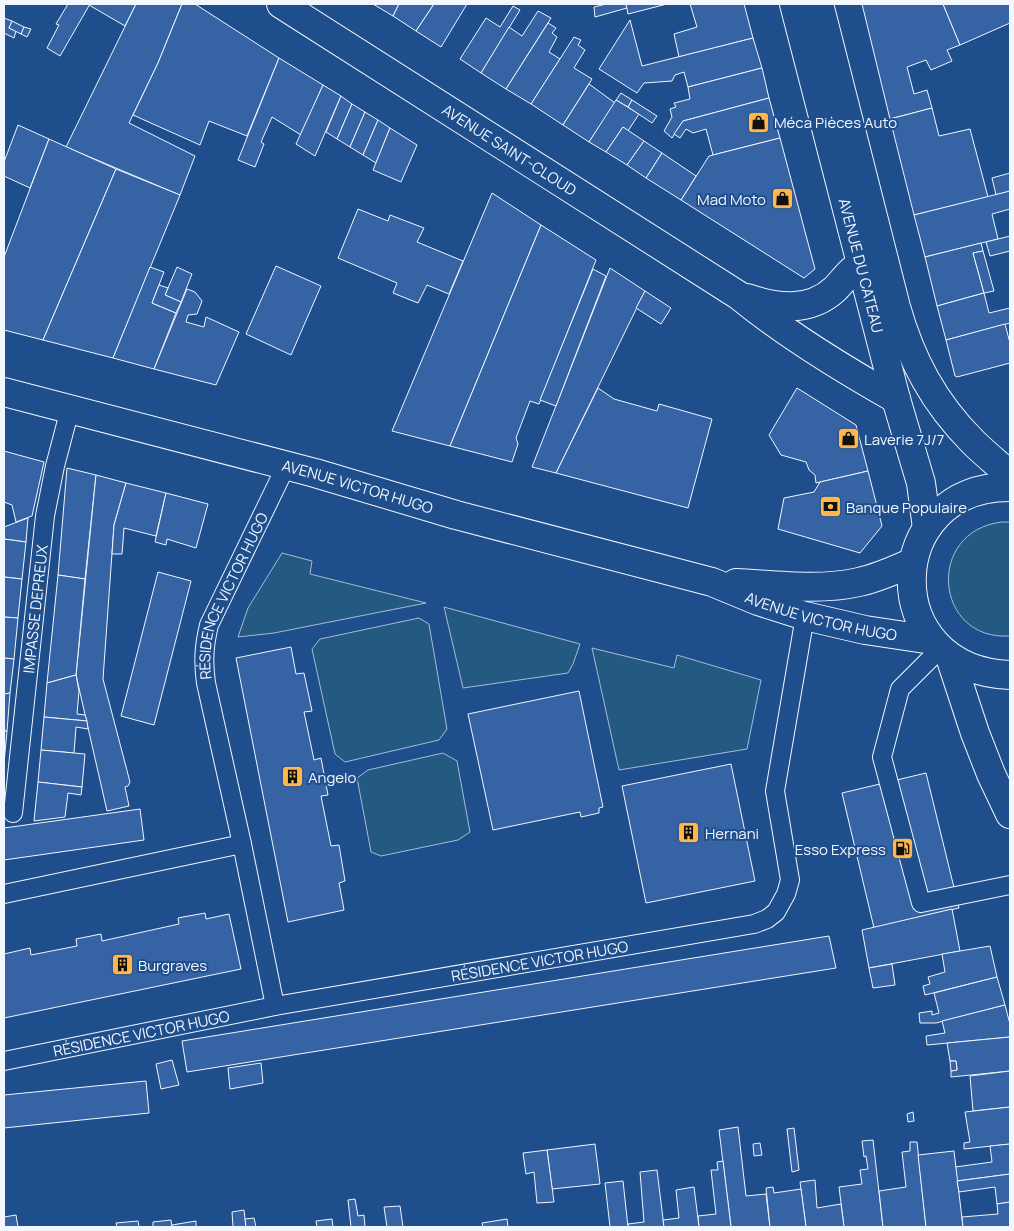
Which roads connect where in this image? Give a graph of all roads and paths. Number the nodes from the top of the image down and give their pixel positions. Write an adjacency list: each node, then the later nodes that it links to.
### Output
1 (281, 4): 5 (street, AVENUE SAINT-CLOUD)
2 (794, 4): 4 (street, AVENUE DU CATEAU)
3 (819, 4): 4 (street, AVENUE DU CATEAU)
4 (872, 260): 5 (street, AVENUE SAINT-CLOUD); 7 (street, AVENUE DU CATEAU); 10 (street, AVENUE DU CATEAU)
5 (738, 296): 7 (street, AVENUE SAINT-CLOUD)
6 (4, 392): 8 (street, AVENUE VICTOR HUGO)
7 (896, 399): 12 (street, AVENUE DU CATEAU)
8 (70, 409): 9 (street, AVENUE VICTOR HUGO); 18 (lane, IMPASSE DEPREUX)
9 (286, 466): 14 (street, AVENUE VICTOR HUGO); 20 (lane, RÉSIDENCE VICTOR HUGO)
10 (1010, 475)
11 (1010, 487): 12 (street)
12 (927, 528): 13 (street)
13 (913, 562): 14 (street, AVENUE VICTOR HUGO); 16 (street)
14 (712, 582): 15 (street, AVENUE VICTOR HUGO)
15 (805, 616): 16 (street, AVENUE VICTOR HUGO); 23 (lane, RÉSIDENCE VICTOR HUGO)
16 (941, 648): 17 (street); 19 (street); 21 (lane)
17 (1010, 674)
18 (13, 812)
19 (1010, 814)
20 (242, 844): 22 (lane); 23 (lane, RÉSIDENCE VICTOR HUGO)
21 (1010, 884)
22 (4, 894)
23 (275, 1006): 24 (lane, RÉSIDENCE VICTOR HUGO)
24 (4, 1061)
▬▬▬
• [WHAT IS EXPECTED]: From the listing above, collect every line that mentions the word "RÉSIDENCE".

• [ANSWER TO THE EXERCISE]:
9 (286, 466): 14 (street, AVENUE VICTOR HUGO); 20 (lane, RÉSIDENCE VICTOR HUGO)
15 (805, 616): 16 (street, AVENUE VICTOR HUGO); 23 (lane, RÉSIDENCE VICTOR HUGO)
20 (242, 844): 22 (lane); 23 (lane, RÉSIDENCE VICTOR HUGO)
23 (275, 1006): 24 (lane, RÉSIDENCE VICTOR HUGO)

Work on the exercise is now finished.